#### [What to do]
Output all of the lines below exactly, and leave out each image.

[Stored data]
-- Opening Marker --
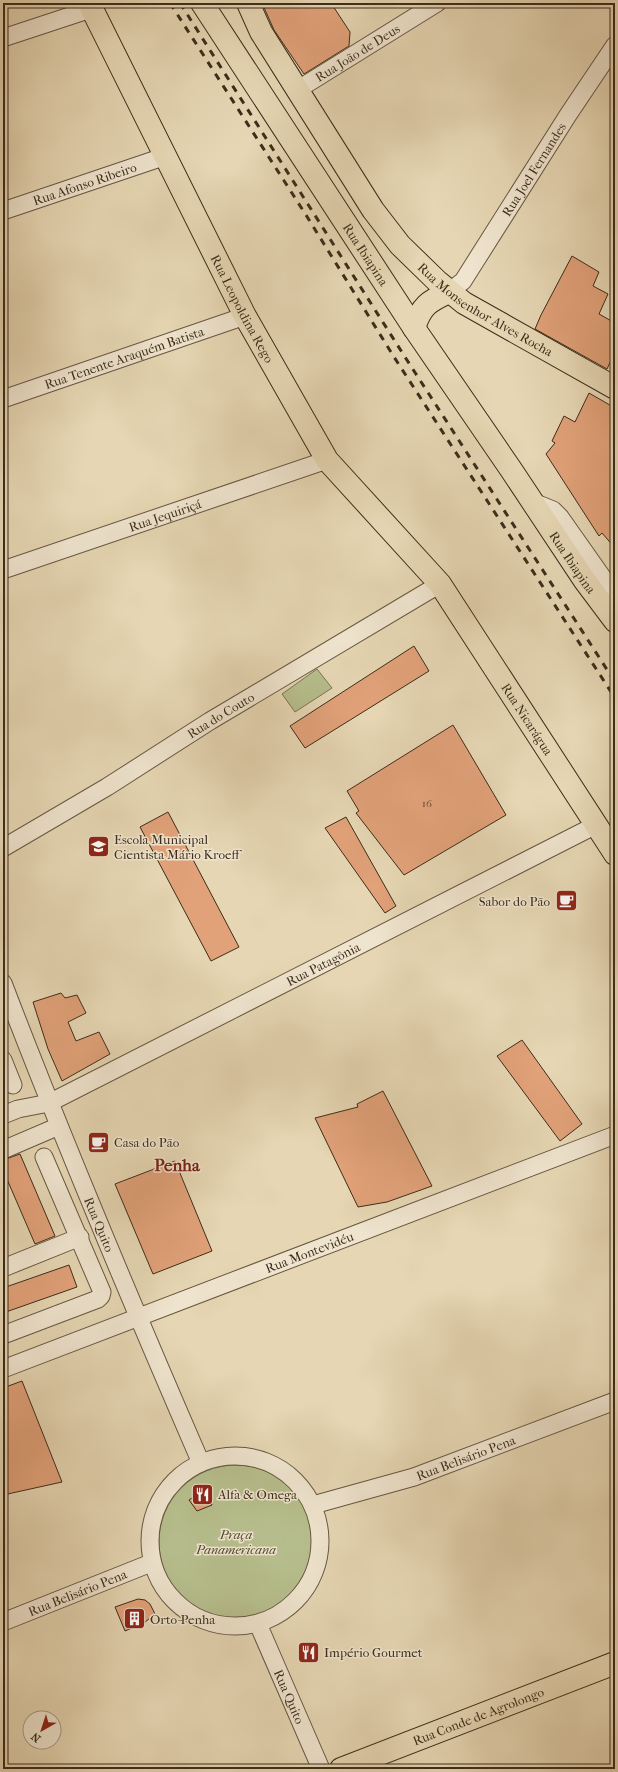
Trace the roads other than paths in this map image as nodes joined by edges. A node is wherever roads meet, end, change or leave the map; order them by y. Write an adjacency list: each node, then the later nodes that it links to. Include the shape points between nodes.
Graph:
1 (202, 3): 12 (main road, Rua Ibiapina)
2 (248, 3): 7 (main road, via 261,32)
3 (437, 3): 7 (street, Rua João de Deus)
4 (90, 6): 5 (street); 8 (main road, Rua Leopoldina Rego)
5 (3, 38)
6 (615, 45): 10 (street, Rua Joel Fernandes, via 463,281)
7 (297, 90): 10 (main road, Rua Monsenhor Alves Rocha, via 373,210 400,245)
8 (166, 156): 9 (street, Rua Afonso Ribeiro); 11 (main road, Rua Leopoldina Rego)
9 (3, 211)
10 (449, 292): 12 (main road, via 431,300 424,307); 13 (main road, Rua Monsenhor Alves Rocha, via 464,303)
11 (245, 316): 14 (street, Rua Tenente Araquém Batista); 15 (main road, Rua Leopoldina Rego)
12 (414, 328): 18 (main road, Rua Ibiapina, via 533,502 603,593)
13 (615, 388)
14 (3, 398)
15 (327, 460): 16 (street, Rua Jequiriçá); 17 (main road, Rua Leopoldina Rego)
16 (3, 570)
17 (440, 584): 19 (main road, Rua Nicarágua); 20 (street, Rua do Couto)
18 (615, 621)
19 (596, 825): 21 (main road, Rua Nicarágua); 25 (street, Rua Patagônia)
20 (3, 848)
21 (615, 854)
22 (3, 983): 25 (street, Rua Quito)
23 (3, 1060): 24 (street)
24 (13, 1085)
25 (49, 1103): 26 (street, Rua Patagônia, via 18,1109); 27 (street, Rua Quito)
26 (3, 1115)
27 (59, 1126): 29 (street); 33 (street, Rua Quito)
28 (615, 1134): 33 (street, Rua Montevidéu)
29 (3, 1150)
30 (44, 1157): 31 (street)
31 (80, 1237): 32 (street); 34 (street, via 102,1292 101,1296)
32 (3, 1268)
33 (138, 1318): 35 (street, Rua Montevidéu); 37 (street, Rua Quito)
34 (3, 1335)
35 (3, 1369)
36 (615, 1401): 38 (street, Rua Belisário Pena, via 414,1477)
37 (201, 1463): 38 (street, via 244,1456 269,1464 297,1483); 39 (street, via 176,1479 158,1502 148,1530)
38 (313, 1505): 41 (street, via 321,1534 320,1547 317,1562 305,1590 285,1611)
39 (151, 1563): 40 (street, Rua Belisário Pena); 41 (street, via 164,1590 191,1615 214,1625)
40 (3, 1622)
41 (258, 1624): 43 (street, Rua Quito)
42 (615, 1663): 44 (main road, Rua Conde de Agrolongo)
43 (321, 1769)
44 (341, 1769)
-- Closing Marker --
#### [Task result]
Trace the roads other than paths in this map image as nodes joined by edges. A node is wherever roads meet, end, change or leave the map; order them by y. Write an adjacency list: each node, then the later nodes that it links to. Include the shape points between nodes.
Graph:
1 (202, 3): 12 (main road, Rua Ibiapina)
2 (248, 3): 7 (main road, via 261,32)
3 (437, 3): 7 (street, Rua João de Deus)
4 (90, 6): 5 (street); 8 (main road, Rua Leopoldina Rego)
5 (3, 38)
6 (615, 45): 10 (street, Rua Joel Fernandes, via 463,281)
7 (297, 90): 10 (main road, Rua Monsenhor Alves Rocha, via 373,210 400,245)
8 (166, 156): 9 (street, Rua Afonso Ribeiro); 11 (main road, Rua Leopoldina Rego)
9 (3, 211)
10 (449, 292): 12 (main road, via 431,300 424,307); 13 (main road, Rua Monsenhor Alves Rocha, via 464,303)
11 (245, 316): 14 (street, Rua Tenente Araquém Batista); 15 (main road, Rua Leopoldina Rego)
12 (414, 328): 18 (main road, Rua Ibiapina, via 533,502 603,593)
13 (615, 388)
14 (3, 398)
15 (327, 460): 16 (street, Rua Jequiriçá); 17 (main road, Rua Leopoldina Rego)
16 (3, 570)
17 (440, 584): 19 (main road, Rua Nicarágua); 20 (street, Rua do Couto)
18 (615, 621)
19 (596, 825): 21 (main road, Rua Nicarágua); 25 (street, Rua Patagônia)
20 (3, 848)
21 (615, 854)
22 (3, 983): 25 (street, Rua Quito)
23 (3, 1060): 24 (street)
24 (13, 1085)
25 (49, 1103): 26 (street, Rua Patagônia, via 18,1109); 27 (street, Rua Quito)
26 (3, 1115)
27 (59, 1126): 29 (street); 33 (street, Rua Quito)
28 (615, 1134): 33 (street, Rua Montevidéu)
29 (3, 1150)
30 (44, 1157): 31 (street)
31 (80, 1237): 32 (street); 34 (street, via 102,1292 101,1296)
32 (3, 1268)
33 (138, 1318): 35 (street, Rua Montevidéu); 37 (street, Rua Quito)
34 (3, 1335)
35 (3, 1369)
36 (615, 1401): 38 (street, Rua Belisário Pena, via 414,1477)
37 (201, 1463): 38 (street, via 244,1456 269,1464 297,1483); 39 (street, via 176,1479 158,1502 148,1530)
38 (313, 1505): 41 (street, via 321,1534 320,1547 317,1562 305,1590 285,1611)
39 (151, 1563): 40 (street, Rua Belisário Pena); 41 (street, via 164,1590 191,1615 214,1625)
40 (3, 1622)
41 (258, 1624): 43 (street, Rua Quito)
42 (615, 1663): 44 (main road, Rua Conde de Agrolongo)
43 (321, 1769)
44 (341, 1769)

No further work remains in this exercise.